Provide again, from the entries below, every line from the one containing "1026px,333px 1068px,305px 1084px,296px" through the one containing "1031px,873px 1033px,871px 1071px,926px", exactly as written, and no other line.
START Source data
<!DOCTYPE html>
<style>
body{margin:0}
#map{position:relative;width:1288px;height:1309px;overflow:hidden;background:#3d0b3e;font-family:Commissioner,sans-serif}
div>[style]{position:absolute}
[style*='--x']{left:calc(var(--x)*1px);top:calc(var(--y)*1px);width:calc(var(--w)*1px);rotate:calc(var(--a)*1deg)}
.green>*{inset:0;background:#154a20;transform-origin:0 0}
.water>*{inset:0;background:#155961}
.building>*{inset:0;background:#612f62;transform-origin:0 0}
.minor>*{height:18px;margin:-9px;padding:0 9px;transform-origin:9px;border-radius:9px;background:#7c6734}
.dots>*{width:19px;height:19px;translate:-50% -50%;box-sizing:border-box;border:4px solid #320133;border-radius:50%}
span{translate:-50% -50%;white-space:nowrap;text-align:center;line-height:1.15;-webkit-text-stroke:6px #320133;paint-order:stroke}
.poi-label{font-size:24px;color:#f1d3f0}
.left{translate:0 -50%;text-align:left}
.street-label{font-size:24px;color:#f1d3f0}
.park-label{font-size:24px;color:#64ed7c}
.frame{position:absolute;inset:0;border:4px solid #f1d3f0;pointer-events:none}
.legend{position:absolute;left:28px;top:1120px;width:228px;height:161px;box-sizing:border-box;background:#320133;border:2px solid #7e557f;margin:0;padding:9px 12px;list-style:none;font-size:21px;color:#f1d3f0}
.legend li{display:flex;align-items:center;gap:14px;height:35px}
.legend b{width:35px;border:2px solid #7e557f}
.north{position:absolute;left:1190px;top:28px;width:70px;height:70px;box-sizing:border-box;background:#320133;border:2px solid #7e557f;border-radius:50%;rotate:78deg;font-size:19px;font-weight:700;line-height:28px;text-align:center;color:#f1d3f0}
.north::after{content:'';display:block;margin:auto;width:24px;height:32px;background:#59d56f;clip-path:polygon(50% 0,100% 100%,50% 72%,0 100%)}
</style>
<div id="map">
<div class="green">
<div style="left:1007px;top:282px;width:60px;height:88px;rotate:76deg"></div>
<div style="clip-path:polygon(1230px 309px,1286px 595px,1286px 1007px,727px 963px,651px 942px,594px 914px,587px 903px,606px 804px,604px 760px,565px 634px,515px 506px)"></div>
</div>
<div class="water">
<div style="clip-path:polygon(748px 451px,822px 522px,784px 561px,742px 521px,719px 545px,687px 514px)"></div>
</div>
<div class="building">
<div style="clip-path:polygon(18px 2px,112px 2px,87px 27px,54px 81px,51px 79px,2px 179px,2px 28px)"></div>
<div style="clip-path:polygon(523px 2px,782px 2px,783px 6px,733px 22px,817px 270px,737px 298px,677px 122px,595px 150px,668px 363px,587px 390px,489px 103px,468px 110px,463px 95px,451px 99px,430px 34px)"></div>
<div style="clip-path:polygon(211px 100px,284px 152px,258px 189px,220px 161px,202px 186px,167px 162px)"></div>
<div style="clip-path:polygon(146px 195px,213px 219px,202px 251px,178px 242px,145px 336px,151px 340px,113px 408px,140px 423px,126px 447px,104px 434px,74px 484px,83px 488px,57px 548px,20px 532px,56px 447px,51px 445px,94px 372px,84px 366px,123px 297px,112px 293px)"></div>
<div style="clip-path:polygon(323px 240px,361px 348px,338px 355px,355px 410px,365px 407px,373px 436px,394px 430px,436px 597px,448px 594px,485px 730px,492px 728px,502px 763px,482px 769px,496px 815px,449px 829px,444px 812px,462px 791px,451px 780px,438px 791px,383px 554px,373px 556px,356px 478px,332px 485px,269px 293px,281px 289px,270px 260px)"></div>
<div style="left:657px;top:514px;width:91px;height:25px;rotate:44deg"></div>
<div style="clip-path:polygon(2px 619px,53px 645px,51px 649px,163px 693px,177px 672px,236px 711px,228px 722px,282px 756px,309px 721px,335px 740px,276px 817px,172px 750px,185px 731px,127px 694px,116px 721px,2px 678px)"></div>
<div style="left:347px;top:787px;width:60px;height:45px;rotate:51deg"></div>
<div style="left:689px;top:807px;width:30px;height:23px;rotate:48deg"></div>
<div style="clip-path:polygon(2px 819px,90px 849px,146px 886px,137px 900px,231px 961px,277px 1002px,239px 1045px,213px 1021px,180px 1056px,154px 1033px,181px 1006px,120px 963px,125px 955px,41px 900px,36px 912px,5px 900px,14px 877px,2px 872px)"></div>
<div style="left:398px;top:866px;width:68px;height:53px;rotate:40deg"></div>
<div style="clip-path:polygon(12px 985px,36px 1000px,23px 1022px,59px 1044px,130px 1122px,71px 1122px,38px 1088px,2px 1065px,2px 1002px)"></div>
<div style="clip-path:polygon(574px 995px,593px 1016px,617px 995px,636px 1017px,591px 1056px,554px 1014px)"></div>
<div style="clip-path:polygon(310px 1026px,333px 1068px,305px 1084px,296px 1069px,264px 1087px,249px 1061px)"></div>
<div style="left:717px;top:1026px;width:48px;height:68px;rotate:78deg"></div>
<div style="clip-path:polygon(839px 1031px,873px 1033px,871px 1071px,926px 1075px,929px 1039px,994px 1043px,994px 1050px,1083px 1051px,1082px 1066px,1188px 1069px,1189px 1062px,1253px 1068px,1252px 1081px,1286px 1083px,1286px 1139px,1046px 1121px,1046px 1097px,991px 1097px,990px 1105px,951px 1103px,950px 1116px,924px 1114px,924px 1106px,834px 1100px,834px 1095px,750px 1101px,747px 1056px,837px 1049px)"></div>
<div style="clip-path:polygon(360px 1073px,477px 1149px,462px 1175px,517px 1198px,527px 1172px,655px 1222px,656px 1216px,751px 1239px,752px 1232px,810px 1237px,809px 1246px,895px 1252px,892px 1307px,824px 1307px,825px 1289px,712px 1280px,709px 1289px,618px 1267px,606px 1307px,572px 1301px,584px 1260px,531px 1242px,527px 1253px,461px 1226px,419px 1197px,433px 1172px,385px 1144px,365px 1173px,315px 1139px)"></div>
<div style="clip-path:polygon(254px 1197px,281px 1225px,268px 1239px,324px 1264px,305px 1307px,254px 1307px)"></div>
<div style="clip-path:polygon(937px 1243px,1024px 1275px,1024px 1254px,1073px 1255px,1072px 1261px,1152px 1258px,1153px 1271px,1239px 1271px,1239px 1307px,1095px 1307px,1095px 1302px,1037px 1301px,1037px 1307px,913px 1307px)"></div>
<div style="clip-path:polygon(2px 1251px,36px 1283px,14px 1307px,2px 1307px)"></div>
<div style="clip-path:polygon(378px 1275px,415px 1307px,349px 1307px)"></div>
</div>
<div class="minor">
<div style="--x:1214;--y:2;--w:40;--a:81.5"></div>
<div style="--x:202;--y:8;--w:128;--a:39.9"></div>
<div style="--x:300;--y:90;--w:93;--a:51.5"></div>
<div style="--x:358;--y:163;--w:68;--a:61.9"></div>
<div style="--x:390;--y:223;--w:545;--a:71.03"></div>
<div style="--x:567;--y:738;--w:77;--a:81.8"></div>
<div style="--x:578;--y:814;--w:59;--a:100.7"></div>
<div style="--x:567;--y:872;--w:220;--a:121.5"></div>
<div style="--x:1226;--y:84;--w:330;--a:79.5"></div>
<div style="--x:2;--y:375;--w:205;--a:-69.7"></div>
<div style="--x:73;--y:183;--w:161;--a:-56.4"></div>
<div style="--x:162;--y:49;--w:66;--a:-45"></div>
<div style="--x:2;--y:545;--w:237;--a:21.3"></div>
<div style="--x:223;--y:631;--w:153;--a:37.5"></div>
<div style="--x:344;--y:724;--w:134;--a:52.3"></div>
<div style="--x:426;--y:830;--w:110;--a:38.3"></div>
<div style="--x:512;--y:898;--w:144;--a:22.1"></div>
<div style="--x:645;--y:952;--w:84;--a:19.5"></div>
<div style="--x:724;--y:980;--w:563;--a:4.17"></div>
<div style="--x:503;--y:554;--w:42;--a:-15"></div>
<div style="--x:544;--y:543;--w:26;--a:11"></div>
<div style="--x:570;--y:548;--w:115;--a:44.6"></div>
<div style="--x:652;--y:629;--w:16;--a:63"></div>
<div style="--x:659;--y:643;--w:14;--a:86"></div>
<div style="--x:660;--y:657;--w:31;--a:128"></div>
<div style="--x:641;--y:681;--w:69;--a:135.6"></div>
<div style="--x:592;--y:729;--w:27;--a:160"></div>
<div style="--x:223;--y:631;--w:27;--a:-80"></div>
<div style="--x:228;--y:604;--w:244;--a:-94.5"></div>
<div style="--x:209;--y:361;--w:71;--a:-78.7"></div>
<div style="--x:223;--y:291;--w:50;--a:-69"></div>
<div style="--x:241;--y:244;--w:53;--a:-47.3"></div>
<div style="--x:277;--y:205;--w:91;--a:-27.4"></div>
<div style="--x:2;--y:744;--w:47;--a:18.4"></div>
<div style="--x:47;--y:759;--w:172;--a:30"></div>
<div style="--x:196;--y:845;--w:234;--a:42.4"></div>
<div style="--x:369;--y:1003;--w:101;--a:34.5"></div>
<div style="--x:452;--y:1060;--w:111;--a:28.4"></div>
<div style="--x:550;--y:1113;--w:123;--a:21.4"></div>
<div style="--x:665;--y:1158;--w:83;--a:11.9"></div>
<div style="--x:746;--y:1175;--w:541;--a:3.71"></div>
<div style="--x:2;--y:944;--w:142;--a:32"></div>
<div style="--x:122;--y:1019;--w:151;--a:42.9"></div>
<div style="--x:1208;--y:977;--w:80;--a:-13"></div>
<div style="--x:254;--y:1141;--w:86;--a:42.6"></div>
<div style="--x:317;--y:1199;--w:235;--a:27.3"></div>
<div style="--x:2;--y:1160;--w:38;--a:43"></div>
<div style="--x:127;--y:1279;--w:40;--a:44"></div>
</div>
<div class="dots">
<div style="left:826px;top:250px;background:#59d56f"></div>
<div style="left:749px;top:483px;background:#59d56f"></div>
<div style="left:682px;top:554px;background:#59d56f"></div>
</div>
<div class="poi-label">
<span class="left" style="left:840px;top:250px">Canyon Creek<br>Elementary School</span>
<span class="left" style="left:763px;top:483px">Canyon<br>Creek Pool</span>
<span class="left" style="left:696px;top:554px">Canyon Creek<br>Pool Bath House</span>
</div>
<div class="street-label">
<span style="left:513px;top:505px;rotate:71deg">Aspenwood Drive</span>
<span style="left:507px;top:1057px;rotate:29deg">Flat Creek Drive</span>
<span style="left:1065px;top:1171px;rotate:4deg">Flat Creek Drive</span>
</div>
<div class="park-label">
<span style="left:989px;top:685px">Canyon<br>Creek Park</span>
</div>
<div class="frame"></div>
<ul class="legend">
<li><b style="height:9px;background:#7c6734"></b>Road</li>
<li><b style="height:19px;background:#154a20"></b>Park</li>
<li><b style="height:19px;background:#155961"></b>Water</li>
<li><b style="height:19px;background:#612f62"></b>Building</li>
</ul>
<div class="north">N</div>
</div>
END Source data
§ Result
<div style="clip-path:polygon(310px 1026px,333px 1068px,305px 1084px,296px 1069px,264px 1087px,249px 1061px)"></div>
<div style="left:717px;top:1026px;width:48px;height:68px;rotate:78deg"></div>
<div style="clip-path:polygon(839px 1031px,873px 1033px,871px 1071px,926px 1075px,929px 1039px,994px 1043px,994px 1050px,1083px 1051px,1082px 1066px,1188px 1069px,1189px 1062px,1253px 1068px,1252px 1081px,1286px 1083px,1286px 1139px,1046px 1121px,1046px 1097px,991px 1097px,990px 1105px,951px 1103px,950px 1116px,924px 1114px,924px 1106px,834px 1100px,834px 1095px,750px 1101px,747px 1056px,837px 1049px)"></div>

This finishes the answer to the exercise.